There are 3 options for the artificial drainage of urine:
- Wet or incontinent urinary diversion: with this method, the urine flows from the abdominal cavity directly into a bag, which cannot be seen by others. This form of urinary diversion is particularly advisable if the disease has severely impaired the patient's general condition.
- Dry urinary diversion: The surgeon removes part of the small intestine, sometimes also a piece of the large intestine, and constructs a replacement bladder from it. This new bladder is called a "neobladder" in medicine. The prerequisites are intact ureters, a good general condition and a healthy bowel.
- Dry urinary diversion via the skin: In cutaneous urinary diversion (via the skin), the surgeon also constructs a urine reservoir in the abdomen from parts of the bowel. This urinary reservoir, known as a pouch, extends to the area around the navel. A kind of valve is inserted there to drain the urine. If the pouch fills up and presses on the artificial outlet, you can empty the pouch with a disposable catheter. This type of "abdominal urinary bladder" is called a continent or dry urostomy, as you can control the emptying yourself.

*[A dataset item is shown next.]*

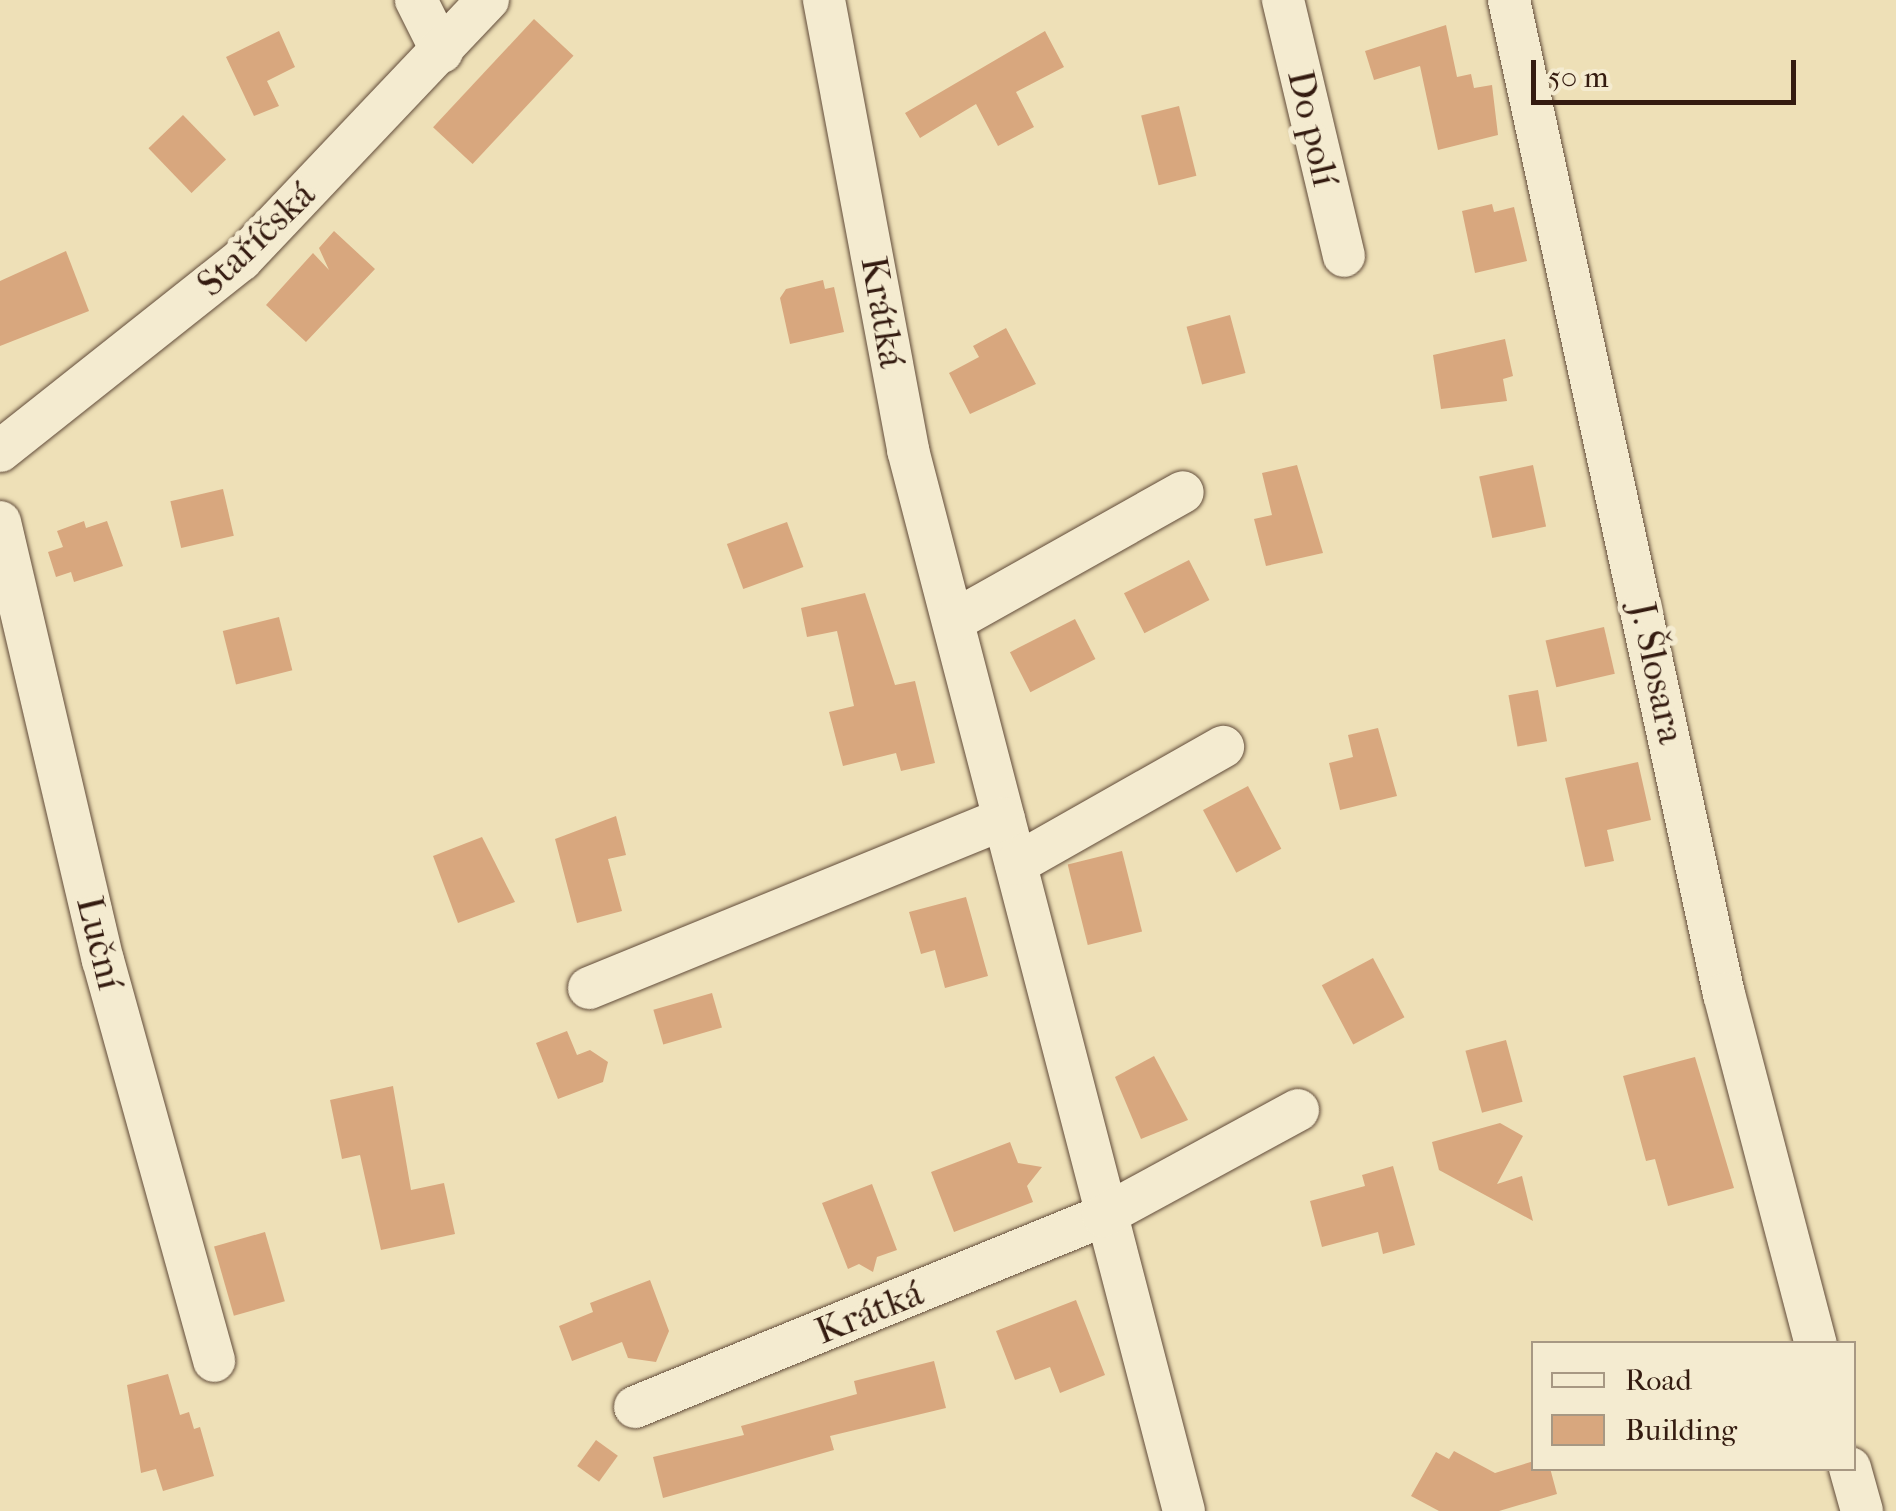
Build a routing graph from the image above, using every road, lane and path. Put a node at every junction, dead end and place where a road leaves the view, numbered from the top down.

If a neobladder is used, the patient can use the toilet as usual without any problems. The only problem is that the patient does not feel when the neobladder is full. They must therefore get into the habit of emptying their bladder on the toilet at regular intervals (every 3 to 4 hours). Then the missing bladder will soon no longer be a problem in everyday life.
The urine does not pass by itself when you urinate. You must therefore use your abdominal muscles to press. If you still have difficulties emptying your bladder, you can use a catheter to drain the urine.
You will also learn how this works and how to insert the catheter after your operation.
Aftercare takes place either in the hospital where the operation was performed. However, it can also be provided by a urologist in private practice with the relevant experience.
A radical cystectomy initially presents those affected with a major psychological challenge. However, thanks to state-of-the-art technology, patients can now lead an almost normal life again with both a neobladder and an artificial urinary outlet.